Take big data from the stockmarket and parse it into something human beings can understand.
- Make sense of the sea of financial data.
- Do better with your savings than the paltry 1.5% offered by high street banks.
- Fund an extensive collection of red braces.
Many tools for processing data are based on free and open software (FOSS), especially if it’s available online. That’s because the people who write the software are often interested in such things. A few numerate techno-geeks even end up working for banks in the city analysing all kinds of stock market data. They are paid handsomely because their bosses make a tidy profit from financial transactions involving shares. In fact, the image of brace-wearing stockbrokers shouting and waving slips of paper on the exchange floor has become a thing of the past, having been largely superseded by clever algorithms that sprawl across the internet.
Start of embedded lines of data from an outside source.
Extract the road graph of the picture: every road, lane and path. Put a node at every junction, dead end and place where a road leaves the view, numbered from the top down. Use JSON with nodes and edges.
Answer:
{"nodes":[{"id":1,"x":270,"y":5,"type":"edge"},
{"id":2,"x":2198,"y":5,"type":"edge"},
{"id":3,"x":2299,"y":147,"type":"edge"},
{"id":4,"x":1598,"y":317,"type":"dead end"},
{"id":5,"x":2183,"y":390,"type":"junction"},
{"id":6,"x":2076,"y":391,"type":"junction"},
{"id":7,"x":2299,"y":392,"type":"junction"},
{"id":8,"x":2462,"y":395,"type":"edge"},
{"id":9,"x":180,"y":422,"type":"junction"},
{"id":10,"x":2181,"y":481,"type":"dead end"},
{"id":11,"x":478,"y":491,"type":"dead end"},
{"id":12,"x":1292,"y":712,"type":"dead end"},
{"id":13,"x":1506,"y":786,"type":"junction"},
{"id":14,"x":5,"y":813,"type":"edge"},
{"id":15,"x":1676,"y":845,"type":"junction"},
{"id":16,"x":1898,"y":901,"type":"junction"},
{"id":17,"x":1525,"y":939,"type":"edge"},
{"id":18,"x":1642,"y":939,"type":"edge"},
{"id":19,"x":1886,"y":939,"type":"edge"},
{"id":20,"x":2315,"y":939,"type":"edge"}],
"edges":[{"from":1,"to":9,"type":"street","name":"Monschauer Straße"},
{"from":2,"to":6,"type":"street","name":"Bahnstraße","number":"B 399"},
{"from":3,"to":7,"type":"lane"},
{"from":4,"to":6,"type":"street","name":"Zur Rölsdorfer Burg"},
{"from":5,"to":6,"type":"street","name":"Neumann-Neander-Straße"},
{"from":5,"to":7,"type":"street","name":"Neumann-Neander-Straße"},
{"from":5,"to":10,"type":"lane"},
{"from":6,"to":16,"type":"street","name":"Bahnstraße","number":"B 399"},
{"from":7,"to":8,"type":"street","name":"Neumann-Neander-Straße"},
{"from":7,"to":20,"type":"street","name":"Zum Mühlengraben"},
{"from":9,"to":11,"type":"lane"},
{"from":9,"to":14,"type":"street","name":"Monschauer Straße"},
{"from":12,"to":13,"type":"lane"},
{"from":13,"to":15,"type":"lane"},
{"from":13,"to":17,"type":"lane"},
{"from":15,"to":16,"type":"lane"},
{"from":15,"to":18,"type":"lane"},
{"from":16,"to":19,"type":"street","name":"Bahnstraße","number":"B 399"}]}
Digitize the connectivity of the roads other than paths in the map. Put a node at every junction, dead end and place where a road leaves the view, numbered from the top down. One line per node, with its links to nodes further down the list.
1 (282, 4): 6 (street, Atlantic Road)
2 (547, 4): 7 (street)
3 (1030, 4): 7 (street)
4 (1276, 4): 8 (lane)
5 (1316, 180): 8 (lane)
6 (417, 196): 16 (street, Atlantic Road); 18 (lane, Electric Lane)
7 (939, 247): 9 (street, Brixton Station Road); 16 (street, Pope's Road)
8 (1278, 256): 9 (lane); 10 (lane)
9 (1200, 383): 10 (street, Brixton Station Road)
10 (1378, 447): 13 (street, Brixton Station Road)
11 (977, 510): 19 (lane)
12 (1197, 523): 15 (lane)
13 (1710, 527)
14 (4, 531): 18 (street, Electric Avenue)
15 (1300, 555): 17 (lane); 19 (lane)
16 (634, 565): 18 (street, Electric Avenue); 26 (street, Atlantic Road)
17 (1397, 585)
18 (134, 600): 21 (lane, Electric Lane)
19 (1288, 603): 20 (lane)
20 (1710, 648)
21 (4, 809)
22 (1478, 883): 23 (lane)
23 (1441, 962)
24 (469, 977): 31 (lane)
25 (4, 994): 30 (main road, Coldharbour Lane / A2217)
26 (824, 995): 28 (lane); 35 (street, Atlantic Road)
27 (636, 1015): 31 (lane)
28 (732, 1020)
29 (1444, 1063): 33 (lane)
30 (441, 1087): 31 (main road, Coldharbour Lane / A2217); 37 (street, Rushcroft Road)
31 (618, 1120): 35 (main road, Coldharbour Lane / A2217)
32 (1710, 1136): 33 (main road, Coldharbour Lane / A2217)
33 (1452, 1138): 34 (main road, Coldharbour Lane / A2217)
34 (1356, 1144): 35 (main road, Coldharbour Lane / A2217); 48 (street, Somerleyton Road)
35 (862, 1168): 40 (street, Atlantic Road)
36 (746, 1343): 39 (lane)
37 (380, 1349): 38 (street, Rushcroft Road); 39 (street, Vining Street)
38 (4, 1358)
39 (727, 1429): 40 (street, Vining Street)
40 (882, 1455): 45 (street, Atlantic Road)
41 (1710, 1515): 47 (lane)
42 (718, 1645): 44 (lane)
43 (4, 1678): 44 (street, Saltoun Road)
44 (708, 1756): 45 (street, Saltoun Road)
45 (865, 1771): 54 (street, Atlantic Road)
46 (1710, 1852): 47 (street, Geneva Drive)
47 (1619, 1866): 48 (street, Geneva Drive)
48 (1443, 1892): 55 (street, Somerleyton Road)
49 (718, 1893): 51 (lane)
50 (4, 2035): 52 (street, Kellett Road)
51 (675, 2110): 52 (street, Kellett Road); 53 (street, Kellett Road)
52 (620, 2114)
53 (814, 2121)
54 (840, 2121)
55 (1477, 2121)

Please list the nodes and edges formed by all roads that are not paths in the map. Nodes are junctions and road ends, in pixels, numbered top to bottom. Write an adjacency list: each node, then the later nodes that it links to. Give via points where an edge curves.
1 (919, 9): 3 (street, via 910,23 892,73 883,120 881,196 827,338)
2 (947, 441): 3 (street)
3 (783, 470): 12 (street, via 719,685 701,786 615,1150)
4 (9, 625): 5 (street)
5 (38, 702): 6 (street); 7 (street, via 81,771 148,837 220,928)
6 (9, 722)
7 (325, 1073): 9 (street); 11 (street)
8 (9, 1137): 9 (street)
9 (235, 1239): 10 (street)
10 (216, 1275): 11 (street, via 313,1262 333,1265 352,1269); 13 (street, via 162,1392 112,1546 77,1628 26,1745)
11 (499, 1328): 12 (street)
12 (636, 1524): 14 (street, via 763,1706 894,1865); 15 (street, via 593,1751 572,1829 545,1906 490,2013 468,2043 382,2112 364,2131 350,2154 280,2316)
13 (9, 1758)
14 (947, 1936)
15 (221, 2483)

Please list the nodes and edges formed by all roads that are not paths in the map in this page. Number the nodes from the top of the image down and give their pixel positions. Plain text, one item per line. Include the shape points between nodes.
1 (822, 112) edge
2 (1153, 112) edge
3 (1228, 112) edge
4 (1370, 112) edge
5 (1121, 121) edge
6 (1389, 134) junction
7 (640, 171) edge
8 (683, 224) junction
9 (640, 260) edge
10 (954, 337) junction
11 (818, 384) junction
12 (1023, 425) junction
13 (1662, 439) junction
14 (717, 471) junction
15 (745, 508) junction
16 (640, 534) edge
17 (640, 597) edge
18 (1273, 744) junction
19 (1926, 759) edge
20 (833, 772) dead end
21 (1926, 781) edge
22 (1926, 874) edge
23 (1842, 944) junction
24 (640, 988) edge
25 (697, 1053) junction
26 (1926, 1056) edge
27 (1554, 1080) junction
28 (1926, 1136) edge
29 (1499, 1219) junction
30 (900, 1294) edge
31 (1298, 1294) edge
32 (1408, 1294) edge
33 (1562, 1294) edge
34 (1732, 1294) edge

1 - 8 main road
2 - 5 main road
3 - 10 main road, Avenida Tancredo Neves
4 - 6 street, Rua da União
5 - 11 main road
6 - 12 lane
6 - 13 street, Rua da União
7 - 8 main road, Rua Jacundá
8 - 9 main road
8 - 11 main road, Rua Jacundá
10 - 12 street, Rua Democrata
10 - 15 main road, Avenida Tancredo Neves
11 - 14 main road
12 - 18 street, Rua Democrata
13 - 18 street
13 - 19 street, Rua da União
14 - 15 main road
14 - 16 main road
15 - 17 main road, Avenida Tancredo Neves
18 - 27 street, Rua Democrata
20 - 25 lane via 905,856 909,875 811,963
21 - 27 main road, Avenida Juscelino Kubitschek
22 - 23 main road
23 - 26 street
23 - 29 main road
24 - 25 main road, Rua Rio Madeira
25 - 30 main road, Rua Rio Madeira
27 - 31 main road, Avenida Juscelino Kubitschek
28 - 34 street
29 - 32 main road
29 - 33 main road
Before going any further, we’d like to be clear on one point: this tutorial is not on how to get rich quick by coding and hacking the stock market. Instead, we’re going to focus on getting started with stock market data and examining the history of share price time series. Given the quantity of data involved we’ll need to automate the process, and command line scripting is the ideal tool for the job. Next issue we’ll move on to constructing some basic algorithms and writing code to evaluate trading strategies on past data.
The next step of trading on the real stock market requires either that you do some serious homework, or, better still, take professional advice on the risks and responsibilities involved. There’s also the ethical consideration of whether speculating – frankly, gambling – on shares is harmful to the economy, causing bubbles that burst harming productive businesses. We’ll deftly dodge such thorny issues and concentrate on working with the data.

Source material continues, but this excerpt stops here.